Exercise requirements: Report every line of the records that includes the word "casing".

Data records:
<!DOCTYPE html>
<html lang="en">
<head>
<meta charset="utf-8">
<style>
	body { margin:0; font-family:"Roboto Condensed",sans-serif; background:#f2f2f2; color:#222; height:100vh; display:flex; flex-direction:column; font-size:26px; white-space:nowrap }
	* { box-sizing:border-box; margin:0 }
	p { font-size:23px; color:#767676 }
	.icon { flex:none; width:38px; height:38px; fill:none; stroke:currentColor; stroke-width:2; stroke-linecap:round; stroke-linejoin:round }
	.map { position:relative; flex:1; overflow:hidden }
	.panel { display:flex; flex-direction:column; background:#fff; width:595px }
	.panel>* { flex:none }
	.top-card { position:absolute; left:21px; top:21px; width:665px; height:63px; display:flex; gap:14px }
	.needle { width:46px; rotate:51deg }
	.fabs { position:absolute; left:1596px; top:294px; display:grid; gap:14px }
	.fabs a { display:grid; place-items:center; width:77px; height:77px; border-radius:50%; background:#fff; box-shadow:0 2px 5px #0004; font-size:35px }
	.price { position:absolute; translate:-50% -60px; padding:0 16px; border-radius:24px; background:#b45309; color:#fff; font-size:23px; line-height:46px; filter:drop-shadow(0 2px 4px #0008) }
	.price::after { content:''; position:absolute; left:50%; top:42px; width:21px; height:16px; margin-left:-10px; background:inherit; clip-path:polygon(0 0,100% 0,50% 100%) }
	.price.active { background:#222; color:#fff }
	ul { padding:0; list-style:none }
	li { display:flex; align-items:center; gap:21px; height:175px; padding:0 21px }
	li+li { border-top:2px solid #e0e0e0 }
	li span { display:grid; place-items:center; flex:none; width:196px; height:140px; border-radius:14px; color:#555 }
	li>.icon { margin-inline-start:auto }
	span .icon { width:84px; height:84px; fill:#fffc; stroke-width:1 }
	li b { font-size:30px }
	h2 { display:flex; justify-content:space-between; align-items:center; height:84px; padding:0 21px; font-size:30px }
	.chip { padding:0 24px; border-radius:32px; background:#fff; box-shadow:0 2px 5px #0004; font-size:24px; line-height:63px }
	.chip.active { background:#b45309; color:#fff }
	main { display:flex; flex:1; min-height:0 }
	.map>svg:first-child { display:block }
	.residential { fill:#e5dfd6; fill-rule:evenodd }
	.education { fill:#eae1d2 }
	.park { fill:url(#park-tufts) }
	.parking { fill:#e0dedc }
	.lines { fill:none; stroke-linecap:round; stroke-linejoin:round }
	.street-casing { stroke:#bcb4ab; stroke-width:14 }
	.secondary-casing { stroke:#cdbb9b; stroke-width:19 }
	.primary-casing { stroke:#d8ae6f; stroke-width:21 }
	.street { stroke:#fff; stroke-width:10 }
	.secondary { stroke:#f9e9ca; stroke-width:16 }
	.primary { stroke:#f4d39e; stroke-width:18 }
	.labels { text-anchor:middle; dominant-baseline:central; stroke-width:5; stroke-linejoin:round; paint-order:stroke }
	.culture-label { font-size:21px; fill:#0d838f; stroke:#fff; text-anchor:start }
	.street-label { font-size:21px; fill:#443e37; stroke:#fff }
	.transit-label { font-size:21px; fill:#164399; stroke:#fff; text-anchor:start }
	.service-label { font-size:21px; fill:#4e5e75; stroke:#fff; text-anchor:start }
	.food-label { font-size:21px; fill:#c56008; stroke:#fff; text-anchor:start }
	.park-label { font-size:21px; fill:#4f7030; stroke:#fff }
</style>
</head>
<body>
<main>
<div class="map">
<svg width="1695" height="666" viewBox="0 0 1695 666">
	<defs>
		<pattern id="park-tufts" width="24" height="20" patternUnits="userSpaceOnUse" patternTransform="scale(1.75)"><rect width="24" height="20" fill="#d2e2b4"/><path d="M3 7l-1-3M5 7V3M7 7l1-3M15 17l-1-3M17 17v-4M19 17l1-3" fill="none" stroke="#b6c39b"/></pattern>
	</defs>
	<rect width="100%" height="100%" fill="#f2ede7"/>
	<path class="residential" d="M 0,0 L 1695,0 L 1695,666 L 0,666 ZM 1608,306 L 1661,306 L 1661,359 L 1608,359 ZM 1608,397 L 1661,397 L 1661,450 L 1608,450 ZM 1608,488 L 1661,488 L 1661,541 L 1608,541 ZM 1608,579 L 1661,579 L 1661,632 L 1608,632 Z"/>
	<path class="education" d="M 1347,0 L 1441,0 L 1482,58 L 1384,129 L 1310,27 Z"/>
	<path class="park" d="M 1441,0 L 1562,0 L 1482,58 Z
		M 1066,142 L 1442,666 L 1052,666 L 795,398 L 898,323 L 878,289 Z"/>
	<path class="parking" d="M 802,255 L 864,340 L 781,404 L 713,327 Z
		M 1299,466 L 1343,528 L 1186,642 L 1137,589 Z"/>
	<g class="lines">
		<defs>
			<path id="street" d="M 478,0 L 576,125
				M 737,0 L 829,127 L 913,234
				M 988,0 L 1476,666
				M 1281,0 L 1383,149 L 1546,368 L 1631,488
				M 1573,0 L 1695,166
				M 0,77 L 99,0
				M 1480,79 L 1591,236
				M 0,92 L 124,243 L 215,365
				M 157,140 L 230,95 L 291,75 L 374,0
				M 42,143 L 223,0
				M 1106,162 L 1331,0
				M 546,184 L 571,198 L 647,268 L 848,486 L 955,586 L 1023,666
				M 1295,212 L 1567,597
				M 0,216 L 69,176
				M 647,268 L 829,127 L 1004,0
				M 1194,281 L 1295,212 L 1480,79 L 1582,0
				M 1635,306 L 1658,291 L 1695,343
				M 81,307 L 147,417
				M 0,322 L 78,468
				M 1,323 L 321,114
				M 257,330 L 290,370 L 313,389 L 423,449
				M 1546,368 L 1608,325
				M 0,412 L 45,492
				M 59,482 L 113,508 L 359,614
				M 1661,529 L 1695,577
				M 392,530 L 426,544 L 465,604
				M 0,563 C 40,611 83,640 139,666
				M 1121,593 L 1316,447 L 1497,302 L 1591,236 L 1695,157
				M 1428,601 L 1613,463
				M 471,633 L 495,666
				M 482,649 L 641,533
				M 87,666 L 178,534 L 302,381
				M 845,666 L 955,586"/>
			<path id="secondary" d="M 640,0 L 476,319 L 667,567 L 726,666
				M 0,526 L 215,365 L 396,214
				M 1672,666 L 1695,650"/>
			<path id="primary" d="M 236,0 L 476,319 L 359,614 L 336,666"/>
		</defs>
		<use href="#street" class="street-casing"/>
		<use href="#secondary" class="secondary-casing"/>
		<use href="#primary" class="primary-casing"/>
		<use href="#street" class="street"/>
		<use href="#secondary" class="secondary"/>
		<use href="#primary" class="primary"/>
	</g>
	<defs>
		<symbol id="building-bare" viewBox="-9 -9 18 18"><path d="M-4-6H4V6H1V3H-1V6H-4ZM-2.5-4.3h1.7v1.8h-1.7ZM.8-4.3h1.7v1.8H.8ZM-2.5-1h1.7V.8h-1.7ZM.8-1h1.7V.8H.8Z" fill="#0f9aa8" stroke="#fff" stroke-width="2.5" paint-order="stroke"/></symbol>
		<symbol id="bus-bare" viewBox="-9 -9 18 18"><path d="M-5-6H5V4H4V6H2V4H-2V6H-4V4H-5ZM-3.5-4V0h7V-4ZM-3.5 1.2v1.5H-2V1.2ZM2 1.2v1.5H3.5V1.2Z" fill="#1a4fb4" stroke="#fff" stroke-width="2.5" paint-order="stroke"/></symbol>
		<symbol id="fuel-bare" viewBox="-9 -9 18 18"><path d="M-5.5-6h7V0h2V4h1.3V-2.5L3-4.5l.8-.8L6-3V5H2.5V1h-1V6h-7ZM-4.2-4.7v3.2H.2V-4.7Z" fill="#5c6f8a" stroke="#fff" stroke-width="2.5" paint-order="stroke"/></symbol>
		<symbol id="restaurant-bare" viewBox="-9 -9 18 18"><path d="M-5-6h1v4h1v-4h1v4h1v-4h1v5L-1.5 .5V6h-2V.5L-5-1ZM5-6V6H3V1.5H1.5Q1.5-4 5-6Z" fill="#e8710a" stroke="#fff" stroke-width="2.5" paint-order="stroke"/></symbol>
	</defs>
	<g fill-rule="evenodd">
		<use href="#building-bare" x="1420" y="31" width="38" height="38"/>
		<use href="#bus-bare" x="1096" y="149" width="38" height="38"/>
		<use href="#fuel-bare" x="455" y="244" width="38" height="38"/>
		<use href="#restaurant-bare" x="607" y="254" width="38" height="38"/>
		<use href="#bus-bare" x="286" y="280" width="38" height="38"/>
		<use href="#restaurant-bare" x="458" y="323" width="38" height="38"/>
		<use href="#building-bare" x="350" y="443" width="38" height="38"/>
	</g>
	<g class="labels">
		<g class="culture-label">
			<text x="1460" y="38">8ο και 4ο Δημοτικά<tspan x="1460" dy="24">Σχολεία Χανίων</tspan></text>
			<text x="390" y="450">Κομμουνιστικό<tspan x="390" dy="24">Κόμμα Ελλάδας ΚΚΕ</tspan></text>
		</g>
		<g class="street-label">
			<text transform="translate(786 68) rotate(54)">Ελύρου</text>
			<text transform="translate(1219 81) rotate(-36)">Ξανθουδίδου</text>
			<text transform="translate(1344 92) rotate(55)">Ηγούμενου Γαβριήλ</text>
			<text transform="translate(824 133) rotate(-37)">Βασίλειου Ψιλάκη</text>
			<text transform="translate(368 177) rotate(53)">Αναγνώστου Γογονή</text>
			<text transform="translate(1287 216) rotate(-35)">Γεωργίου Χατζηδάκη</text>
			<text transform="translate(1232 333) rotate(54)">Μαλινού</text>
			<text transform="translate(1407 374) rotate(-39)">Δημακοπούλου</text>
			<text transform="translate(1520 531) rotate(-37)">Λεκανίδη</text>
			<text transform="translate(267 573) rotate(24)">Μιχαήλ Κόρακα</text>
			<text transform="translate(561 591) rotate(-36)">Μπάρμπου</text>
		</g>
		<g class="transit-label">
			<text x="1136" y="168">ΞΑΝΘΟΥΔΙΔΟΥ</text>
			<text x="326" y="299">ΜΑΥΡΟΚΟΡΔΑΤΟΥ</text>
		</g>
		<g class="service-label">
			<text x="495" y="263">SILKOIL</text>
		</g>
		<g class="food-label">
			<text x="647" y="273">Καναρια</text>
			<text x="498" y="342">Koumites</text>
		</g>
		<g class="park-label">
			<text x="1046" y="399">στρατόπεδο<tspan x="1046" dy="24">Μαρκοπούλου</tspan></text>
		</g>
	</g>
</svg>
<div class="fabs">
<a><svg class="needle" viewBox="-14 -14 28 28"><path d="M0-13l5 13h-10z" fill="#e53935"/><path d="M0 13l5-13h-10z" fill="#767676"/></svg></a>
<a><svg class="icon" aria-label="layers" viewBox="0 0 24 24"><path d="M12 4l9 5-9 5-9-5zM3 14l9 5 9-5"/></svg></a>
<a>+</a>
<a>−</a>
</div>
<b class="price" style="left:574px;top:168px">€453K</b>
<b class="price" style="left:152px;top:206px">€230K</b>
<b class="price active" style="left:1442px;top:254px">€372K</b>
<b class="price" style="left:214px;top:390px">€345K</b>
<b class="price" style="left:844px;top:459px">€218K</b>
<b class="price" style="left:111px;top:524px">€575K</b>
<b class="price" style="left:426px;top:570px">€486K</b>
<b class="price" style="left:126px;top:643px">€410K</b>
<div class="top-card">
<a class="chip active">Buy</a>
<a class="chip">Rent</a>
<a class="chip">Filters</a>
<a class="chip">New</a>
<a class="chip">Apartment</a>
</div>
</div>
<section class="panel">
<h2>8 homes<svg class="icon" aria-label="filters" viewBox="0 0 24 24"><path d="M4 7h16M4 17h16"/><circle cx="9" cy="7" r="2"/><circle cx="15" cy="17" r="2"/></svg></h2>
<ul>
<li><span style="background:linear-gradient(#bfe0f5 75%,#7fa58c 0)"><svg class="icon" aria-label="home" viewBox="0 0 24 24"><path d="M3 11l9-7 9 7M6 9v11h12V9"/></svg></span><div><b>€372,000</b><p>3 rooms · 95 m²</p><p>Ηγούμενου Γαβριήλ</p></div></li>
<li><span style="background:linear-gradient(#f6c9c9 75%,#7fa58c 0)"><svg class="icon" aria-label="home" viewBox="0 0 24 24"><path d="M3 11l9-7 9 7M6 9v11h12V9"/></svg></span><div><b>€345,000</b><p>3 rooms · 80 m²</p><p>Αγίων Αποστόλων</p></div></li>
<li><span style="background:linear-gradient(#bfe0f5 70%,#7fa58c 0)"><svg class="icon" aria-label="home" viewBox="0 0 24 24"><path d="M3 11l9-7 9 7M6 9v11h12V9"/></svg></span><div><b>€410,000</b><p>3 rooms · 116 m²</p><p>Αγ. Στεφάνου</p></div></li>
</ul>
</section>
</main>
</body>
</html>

Task answer:
	.street-casing { stroke:#bcb4ab; stroke-width:14 }
	.secondary-casing { stroke:#cdbb9b; stroke-width:19 }
	.primary-casing { stroke:#d8ae6f; stroke-width:21 }
		<use href="#street" class="street-casing"/>
		<use href="#secondary" class="secondary-casing"/>
		<use href="#primary" class="primary-casing"/>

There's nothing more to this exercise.